* _Exercise data_:

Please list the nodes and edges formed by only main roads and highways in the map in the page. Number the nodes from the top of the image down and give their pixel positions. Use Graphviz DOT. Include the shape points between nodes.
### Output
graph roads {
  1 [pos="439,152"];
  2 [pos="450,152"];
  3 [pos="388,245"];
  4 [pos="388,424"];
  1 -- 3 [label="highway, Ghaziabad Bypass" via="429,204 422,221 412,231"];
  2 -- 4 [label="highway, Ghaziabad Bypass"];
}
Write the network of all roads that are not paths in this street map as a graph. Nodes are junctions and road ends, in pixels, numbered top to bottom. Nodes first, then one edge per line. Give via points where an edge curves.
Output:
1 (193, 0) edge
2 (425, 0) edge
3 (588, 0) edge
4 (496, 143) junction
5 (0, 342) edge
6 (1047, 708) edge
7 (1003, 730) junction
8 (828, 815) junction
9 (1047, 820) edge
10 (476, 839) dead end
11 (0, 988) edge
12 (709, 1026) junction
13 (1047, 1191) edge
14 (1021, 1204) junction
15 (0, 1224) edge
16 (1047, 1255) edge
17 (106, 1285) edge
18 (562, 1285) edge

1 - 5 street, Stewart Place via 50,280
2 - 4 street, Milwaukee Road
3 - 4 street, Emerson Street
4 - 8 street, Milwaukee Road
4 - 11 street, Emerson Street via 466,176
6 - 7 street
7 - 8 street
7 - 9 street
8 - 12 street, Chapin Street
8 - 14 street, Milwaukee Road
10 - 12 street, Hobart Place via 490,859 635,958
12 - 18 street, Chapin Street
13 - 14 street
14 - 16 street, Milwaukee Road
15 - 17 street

* _Instructions for the task_: Quote exactly the first line of the entries and every line after it, stopping with the line that contains "Write the network".

* _Answer to this problem_:
Please list the nodes and edges formed by only main roads and highways in the map in the page. Number the nodes from the top of the image down and give their pixel positions. Use Graphviz DOT. Include the shape points between nodes.
### Output
graph roads {
  1 [pos="439,152"];
  2 [pos="450,152"];
  3 [pos="388,245"];
  4 [pos="388,424"];
  1 -- 3 [label="highway, Ghaziabad Bypass" via="429,204 422,221 412,231"];
  2 -- 4 [label="highway, Ghaziabad Bypass"];
}
Write the network of all roads that are not paths in this street map as a graph. Nodes are junctions and road ends, in pixels, numbered top to bottom. Nodes first, then one edge per line. Give via points where an edge curves.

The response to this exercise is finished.